With some of the other policies like NOR or COI, we are dealing with a problem that hasn't been met anywhere else to quite the same degree- a reputable hardcopy editor would almost never assign an article to somebody to write about themselves, but in the Wikipedia we have much less control over the authorship; so decision making, which often takes the form of consensus on these policies in some form or other is inevitable, there's far less prior art to consider.
But there's many problems with the concept of consensus in the wikipedia and elsewhere. The Bay of Pigs is often offered as a classic example of what can go wrong. The Kennedy administration had consensus, but if anything that was the problem.
In the wikipedia, where a physical bloodbath is less likely ;-), consensus often seems to involve the views of those who are most visibly asserting 'consensus' on the talk page; while this isn't in and of itself *necessarily* a negative, it's not always clear that we have *informed* consensus occurring, and particularly in WP:LEAD.
People are drawing only on their own experiences of introductions (which are never going to be in the context of an encyclopedia) and where the people are evidently not seeking out the general experiences that go back *centuries* on this particular topic; indeed people here and there are denying that it is even a good idea to check prior art.
I cannot be kind about this, these people are engaging in, or recommending OR, and are trying to hide behind the cloak of consensus.
We don't want or need consensus in the Wikipedia, we want *informed* consensus.

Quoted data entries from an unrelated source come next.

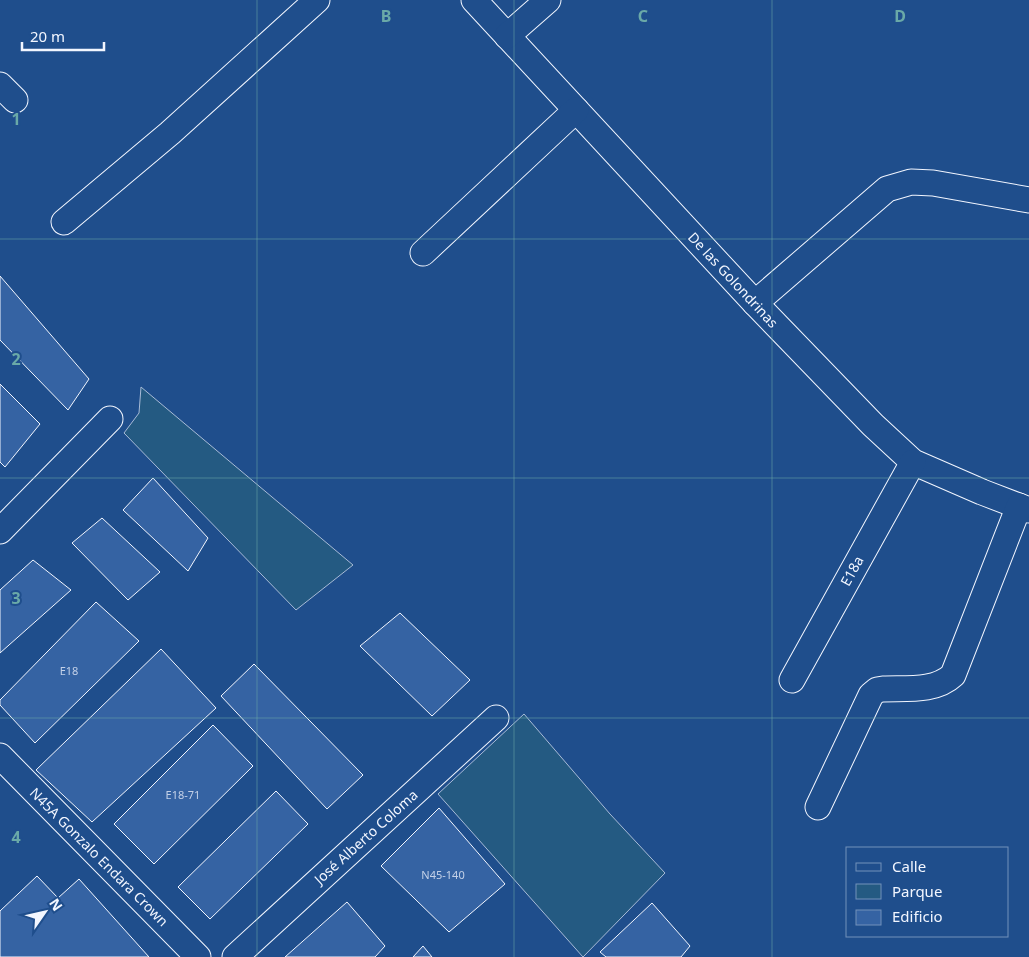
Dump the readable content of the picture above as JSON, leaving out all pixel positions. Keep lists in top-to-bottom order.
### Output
{
  "streets": {
    "street": [
      "De las Golondrinas",
      "E18a",
      "José Alberto Coloma",
      "N45A Gonzalo Endara Crown"
    ]
  },
  "crossings": [
    ["De las Golondrinas", "E18a"]
  ],
  "house_numbers": ["E18", "E18-71", "N45-140"],
  "legend": ["Calle", "Parque", "Edificio"],
  "scale_bar": "20 m",
  "north": "top right",
  "grid": {
    "columns": ["B", "C", "D"],
    "rows": [
      "1",
      "2",
      "3",
      "4"
    ]
  }
}
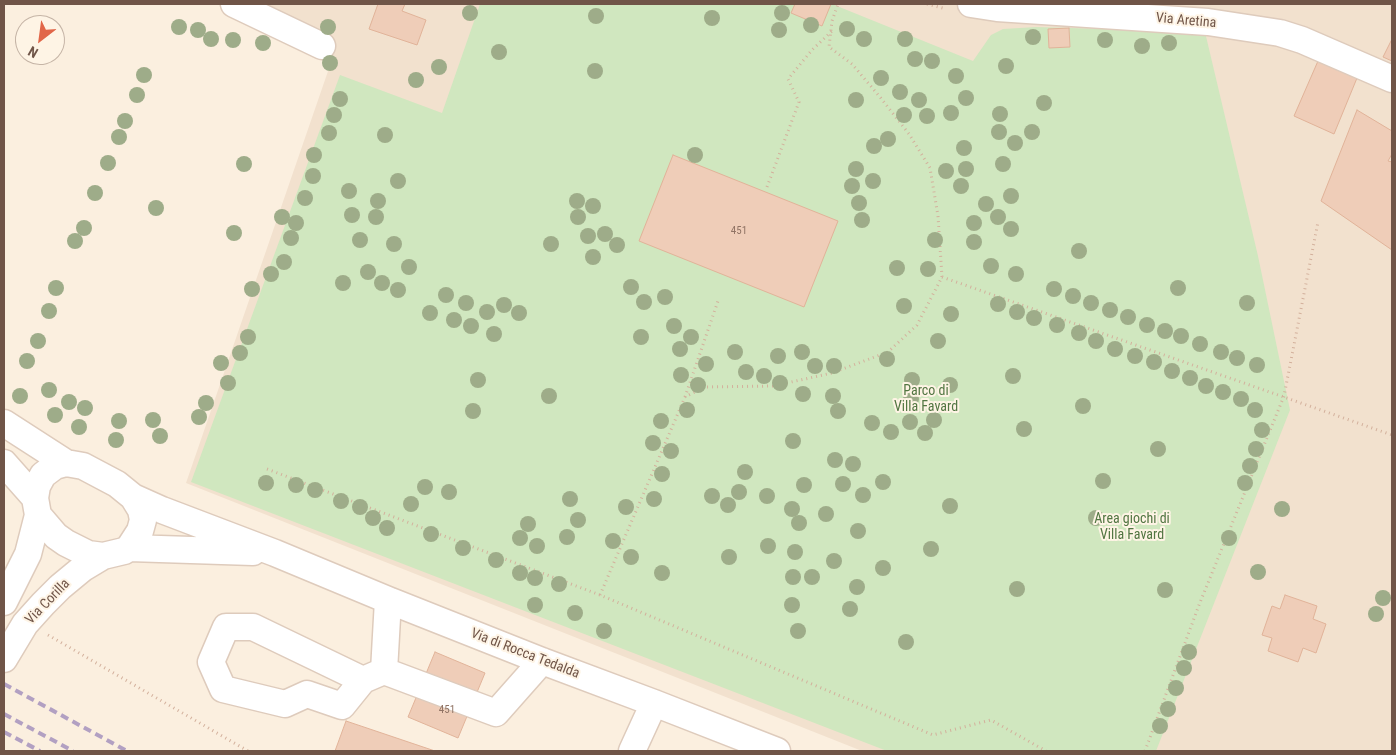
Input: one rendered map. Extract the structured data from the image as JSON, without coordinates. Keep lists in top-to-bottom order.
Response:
{
  "streets": {
    "street": ["Via Aretina", "Via Corilla", "Via di Rocca Tedalda"]
  },
  "crossings": [
    ["Via Corilla", "Via di Rocca Tedalda"]
  ],
  "parks": ["Parco di Villa Favard", "Area giochi di Villa Favard"],
  "house_numbers": ["451", "451"],
  "north": "bottom left"
}
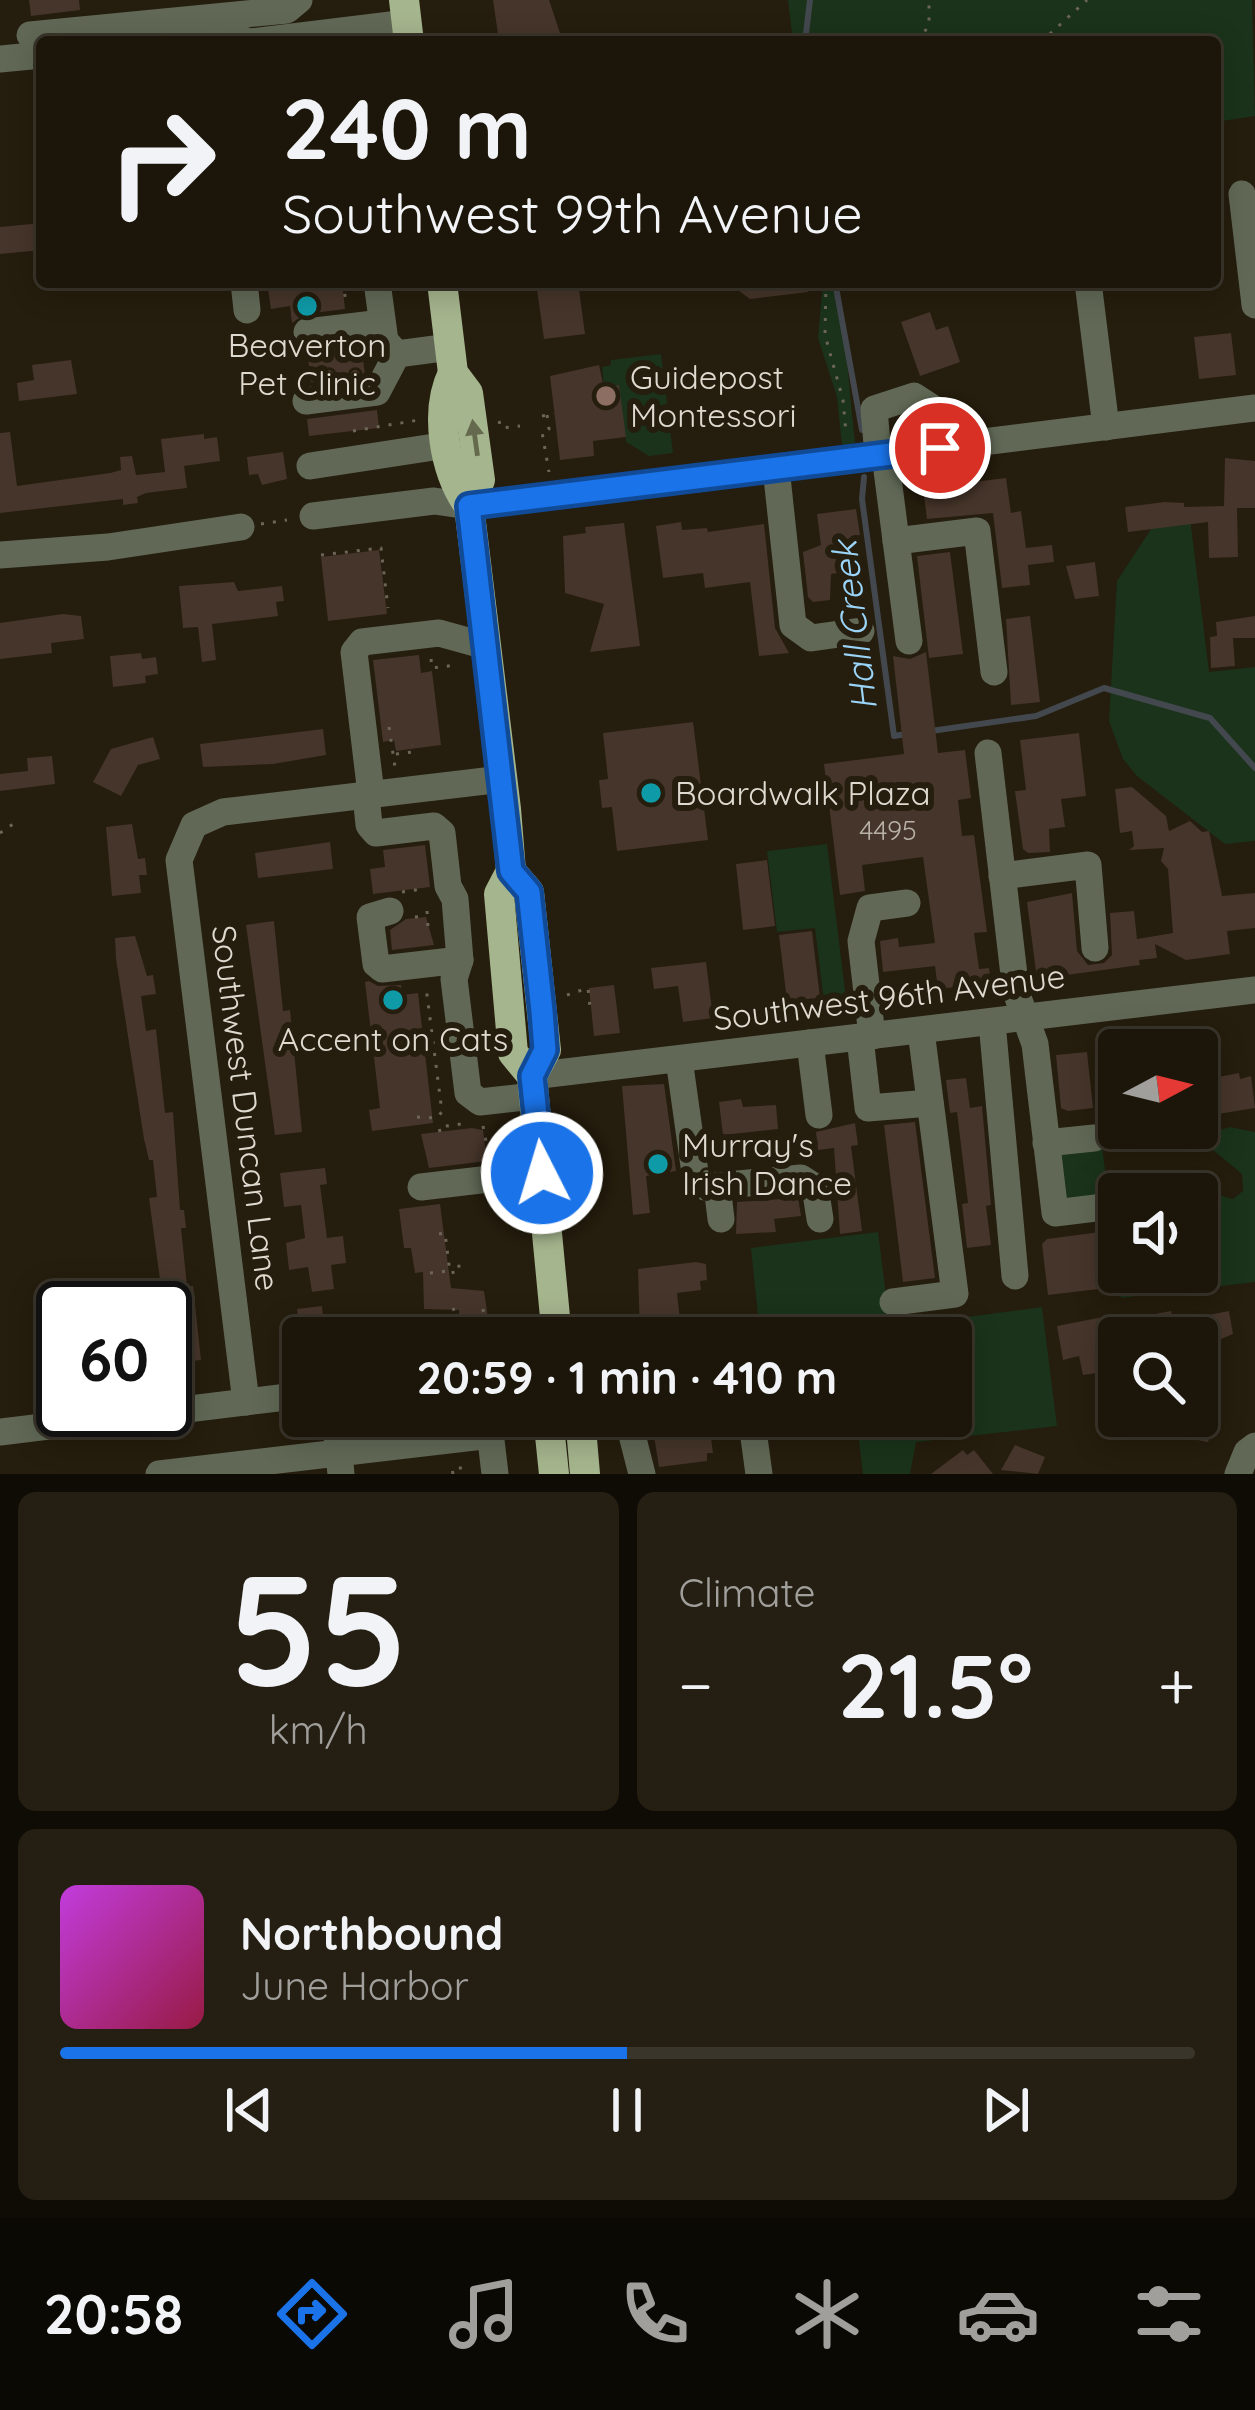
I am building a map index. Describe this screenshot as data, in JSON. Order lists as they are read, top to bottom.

On 08/02/2008, Thomas Dalton thomas.dalton@gmail.com wrote:
On 08/02/2008, The Mangoe the.mangoe@gmail.com wrote:
Well, if you don't want policy to be prescriptive, then you will have to give up citing it. It seems to be the policy (in sense 1) that policy functions in sense 2 and maybe even sense 3.
Citing policy is just shorthand for citing already establish consensus. Unless there is a specific reason to believe that consensus has changed, it's generally safe to assume the policy page is an accurate representation of current consensus. (This may be slightly closer to sense 2 than sense 1.)